◆ TASK DIRECTIONS: If a line in the data below holds the word "paths", include it in the count. Give only the final number.

◆ EXTRACTED DATA:
..............................

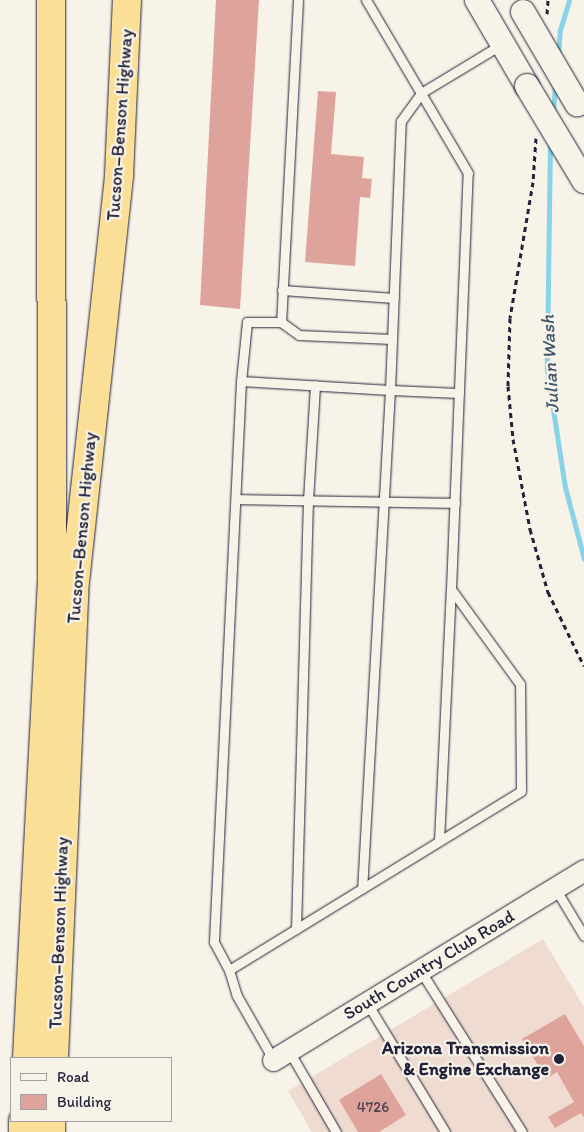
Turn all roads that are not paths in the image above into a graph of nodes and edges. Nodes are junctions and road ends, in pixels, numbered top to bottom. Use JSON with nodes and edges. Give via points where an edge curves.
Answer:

..............................

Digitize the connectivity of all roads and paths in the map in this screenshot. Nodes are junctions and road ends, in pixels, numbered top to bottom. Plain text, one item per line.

..............................

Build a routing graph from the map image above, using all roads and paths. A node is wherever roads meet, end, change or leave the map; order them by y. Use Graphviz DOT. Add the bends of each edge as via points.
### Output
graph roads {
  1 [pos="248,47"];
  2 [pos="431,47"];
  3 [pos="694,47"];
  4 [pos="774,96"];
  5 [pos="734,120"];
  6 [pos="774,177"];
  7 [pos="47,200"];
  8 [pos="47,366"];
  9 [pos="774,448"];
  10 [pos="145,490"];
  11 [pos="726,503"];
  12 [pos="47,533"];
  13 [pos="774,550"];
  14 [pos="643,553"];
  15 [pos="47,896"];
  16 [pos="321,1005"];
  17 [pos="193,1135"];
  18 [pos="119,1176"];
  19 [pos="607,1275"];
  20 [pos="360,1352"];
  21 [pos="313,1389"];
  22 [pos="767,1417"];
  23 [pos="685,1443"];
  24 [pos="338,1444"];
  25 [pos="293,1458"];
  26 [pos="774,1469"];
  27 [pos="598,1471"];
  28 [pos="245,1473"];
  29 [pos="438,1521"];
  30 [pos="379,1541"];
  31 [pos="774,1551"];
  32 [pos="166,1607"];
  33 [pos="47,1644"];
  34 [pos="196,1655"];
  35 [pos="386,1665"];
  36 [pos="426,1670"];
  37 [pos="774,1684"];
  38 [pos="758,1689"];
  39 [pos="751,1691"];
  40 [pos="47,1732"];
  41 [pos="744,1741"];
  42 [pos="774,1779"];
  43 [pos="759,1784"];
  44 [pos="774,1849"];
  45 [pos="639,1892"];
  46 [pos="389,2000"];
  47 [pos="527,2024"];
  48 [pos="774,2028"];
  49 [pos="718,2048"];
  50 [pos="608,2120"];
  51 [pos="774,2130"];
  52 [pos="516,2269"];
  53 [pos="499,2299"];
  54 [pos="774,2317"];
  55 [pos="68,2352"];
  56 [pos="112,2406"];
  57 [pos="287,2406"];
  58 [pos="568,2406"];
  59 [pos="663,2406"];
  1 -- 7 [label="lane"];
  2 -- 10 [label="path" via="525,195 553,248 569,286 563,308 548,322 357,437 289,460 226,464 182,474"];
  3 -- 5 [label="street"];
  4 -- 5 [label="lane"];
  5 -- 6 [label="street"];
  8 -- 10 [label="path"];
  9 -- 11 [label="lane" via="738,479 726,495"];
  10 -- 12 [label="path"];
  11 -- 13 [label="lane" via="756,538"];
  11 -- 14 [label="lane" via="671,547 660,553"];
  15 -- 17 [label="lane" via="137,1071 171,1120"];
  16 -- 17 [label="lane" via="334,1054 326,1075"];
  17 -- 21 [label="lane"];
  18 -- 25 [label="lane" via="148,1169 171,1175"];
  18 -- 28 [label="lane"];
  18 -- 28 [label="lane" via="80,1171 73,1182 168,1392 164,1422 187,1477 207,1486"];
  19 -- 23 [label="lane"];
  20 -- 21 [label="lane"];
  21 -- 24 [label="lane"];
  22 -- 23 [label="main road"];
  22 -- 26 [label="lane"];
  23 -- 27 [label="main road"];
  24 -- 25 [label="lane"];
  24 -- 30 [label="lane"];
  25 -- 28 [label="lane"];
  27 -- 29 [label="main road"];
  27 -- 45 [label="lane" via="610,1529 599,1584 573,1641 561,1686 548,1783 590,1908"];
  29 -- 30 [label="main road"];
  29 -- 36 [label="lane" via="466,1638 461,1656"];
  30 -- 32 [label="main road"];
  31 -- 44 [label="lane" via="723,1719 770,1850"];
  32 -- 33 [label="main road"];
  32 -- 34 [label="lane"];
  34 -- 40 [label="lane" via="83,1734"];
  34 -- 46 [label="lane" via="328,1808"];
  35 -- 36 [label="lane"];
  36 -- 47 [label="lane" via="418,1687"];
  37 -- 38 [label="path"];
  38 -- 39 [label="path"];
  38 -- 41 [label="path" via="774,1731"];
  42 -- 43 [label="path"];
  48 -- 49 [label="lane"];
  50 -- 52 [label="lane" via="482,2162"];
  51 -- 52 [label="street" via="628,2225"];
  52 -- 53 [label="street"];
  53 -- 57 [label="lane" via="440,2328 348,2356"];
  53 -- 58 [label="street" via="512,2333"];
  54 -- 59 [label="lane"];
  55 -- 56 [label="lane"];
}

..............................

◆ WRITTEN REPLY: 3